▸ What needs to be done: Read the records below. Copy each line where the string "down" occurs.

▸ Source data:
────────────────
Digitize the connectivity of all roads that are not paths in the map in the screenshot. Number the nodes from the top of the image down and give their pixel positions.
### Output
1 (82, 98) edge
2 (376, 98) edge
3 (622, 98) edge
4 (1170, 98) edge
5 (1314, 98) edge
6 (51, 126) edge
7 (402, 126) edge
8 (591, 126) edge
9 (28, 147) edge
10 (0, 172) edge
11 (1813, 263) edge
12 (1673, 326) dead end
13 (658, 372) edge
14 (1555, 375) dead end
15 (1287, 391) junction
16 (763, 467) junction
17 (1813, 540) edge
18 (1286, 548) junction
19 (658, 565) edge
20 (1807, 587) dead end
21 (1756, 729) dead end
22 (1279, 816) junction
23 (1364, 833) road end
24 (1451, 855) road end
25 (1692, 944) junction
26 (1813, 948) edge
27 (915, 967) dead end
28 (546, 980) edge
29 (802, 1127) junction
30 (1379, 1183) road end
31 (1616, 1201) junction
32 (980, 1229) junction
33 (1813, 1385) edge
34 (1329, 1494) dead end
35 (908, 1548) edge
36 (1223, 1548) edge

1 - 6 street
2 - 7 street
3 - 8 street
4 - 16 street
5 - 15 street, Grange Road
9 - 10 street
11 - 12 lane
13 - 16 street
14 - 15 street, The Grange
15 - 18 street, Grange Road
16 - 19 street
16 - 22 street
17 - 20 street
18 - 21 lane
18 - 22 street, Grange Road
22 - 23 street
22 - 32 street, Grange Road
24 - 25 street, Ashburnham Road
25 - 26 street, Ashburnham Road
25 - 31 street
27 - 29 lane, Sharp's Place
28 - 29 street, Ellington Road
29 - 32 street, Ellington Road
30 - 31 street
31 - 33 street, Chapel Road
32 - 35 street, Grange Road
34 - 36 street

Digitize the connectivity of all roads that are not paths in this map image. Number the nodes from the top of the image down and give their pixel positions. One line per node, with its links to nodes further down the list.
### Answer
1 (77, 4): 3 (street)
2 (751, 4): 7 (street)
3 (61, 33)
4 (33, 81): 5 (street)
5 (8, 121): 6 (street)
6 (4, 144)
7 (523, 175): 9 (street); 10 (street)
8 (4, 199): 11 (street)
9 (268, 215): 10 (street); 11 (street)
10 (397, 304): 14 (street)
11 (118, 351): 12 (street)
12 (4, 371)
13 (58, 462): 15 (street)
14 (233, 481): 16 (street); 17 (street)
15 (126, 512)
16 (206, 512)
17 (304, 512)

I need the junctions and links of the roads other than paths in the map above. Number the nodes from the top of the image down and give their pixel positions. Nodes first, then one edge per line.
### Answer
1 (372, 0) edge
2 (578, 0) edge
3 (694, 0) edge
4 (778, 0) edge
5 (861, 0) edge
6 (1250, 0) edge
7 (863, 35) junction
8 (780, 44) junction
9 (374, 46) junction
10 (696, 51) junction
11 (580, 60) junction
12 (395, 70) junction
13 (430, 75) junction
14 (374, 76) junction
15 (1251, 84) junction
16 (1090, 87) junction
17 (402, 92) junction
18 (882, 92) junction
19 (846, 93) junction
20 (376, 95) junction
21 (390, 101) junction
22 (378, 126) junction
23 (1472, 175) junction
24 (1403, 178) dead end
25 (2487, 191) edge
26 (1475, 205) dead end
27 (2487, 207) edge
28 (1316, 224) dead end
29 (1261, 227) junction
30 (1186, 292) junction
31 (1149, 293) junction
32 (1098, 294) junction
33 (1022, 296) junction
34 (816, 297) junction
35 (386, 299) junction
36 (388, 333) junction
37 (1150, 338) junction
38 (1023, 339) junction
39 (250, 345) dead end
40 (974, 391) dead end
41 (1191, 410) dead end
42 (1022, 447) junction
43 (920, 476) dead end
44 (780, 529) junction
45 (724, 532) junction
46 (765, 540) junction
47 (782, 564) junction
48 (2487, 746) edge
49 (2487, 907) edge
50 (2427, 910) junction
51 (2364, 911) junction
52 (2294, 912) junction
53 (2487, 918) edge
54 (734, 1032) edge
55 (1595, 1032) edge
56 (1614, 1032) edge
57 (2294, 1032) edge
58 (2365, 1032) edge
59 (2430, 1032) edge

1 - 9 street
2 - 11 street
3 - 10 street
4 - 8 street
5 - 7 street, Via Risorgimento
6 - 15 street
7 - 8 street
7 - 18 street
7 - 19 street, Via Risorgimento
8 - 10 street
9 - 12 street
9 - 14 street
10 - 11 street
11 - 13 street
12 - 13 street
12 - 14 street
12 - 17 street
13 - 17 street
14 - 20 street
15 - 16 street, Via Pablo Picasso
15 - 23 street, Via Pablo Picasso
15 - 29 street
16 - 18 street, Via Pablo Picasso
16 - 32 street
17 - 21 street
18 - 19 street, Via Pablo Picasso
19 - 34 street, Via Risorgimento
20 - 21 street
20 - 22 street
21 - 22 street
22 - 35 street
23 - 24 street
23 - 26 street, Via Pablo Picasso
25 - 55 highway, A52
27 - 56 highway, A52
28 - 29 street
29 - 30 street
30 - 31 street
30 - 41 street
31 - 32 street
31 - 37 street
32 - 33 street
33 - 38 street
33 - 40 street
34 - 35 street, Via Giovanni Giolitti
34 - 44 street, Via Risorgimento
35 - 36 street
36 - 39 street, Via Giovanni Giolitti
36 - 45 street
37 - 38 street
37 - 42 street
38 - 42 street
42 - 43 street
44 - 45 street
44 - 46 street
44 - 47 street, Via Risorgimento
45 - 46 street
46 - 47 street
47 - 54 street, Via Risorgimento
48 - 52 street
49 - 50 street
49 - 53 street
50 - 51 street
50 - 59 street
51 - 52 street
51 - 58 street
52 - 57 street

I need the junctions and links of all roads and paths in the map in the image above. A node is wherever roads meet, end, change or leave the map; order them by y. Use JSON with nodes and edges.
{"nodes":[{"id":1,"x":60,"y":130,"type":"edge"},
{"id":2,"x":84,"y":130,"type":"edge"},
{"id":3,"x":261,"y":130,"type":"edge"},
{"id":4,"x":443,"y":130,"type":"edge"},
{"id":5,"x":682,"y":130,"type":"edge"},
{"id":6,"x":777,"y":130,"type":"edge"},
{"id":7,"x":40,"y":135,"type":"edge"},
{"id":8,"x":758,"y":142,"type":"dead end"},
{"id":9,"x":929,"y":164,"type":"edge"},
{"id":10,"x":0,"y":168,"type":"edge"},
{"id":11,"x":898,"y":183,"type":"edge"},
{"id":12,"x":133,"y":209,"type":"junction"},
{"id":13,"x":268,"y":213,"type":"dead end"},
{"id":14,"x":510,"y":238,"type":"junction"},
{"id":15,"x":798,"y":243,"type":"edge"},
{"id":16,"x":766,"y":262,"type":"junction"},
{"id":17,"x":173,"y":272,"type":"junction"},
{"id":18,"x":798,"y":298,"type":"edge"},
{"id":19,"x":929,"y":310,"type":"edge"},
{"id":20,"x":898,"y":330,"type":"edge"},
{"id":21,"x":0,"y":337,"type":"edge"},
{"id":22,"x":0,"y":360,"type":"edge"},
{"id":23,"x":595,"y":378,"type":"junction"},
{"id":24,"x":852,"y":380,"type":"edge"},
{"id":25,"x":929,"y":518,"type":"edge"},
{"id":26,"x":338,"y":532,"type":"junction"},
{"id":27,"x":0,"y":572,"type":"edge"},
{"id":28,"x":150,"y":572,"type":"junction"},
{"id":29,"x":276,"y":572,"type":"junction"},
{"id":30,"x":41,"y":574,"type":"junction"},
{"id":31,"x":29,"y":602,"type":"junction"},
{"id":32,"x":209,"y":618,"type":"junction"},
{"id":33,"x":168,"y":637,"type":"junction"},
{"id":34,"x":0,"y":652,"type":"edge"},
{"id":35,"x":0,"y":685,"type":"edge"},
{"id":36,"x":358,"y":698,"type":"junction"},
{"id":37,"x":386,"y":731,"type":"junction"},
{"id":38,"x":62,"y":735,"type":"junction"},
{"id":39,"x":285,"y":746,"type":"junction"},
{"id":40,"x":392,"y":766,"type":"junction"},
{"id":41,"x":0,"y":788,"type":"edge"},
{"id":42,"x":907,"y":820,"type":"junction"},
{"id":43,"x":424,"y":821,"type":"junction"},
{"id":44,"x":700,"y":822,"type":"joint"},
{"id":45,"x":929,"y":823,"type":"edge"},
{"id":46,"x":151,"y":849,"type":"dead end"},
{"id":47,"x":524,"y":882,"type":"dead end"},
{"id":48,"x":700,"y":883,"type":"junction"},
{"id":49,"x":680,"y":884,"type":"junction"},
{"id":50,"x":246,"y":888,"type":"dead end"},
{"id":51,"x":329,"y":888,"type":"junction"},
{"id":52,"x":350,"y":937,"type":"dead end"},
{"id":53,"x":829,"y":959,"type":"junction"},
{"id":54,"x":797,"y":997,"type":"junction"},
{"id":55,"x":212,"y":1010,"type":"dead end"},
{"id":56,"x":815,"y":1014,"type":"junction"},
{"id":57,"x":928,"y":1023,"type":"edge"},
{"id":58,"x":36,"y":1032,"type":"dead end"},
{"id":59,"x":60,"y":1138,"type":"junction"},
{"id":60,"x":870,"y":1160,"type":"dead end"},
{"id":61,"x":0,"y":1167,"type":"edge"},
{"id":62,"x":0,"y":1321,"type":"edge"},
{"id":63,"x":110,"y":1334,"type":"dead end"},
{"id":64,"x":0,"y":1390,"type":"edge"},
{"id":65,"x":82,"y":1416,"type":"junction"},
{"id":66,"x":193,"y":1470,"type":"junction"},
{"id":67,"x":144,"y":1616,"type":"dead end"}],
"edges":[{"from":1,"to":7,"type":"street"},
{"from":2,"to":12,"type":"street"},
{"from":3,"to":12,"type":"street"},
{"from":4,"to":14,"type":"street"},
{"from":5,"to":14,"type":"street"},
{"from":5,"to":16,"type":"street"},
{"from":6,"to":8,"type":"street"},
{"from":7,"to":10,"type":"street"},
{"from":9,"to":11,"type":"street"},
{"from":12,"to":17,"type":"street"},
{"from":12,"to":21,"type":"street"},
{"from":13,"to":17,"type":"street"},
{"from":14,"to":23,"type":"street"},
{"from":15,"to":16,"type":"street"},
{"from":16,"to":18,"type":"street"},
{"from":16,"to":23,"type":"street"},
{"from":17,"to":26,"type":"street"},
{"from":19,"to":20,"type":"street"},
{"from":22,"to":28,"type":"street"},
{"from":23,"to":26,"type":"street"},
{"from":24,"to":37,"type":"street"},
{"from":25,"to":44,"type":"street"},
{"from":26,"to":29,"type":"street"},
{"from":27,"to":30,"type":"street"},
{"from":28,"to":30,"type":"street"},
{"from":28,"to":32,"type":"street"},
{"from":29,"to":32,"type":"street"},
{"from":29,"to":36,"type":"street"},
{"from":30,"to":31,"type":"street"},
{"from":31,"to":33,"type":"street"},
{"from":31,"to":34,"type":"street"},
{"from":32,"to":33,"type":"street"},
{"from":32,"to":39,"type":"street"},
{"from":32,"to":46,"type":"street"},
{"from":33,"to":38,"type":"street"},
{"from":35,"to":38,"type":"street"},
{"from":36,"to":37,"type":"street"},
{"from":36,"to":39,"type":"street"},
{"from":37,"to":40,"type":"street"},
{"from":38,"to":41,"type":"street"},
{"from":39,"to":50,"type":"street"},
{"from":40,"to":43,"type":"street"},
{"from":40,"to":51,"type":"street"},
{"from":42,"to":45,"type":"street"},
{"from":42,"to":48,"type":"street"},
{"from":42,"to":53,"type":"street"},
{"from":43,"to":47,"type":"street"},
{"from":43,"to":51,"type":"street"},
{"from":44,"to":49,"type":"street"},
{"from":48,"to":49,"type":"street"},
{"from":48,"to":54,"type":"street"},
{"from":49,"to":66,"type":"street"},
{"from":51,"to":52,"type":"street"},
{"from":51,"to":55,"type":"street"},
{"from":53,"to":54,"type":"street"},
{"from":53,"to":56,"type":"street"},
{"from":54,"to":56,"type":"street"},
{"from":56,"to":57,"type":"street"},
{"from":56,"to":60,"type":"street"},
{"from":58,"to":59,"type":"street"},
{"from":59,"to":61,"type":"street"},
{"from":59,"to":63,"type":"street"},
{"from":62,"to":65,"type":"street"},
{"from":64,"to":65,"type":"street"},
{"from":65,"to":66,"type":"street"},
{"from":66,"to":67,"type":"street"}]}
────────────────
▸ Response to this task:
Digitize the connectivity of all roads that are not paths in the map in the screenshot. Number the nodes from the top of the image down and give their pixel positions.
Digitize the connectivity of all roads that are not paths in this map image. Number the nodes from the top of the image down and give their pixel positions. One line per node, with its links to nodes further down the list.
I need the junctions and links of the roads other than paths in the map above. Number the nodes from the top of the image down and give their pixel positions. Nodes first, then one edge per line.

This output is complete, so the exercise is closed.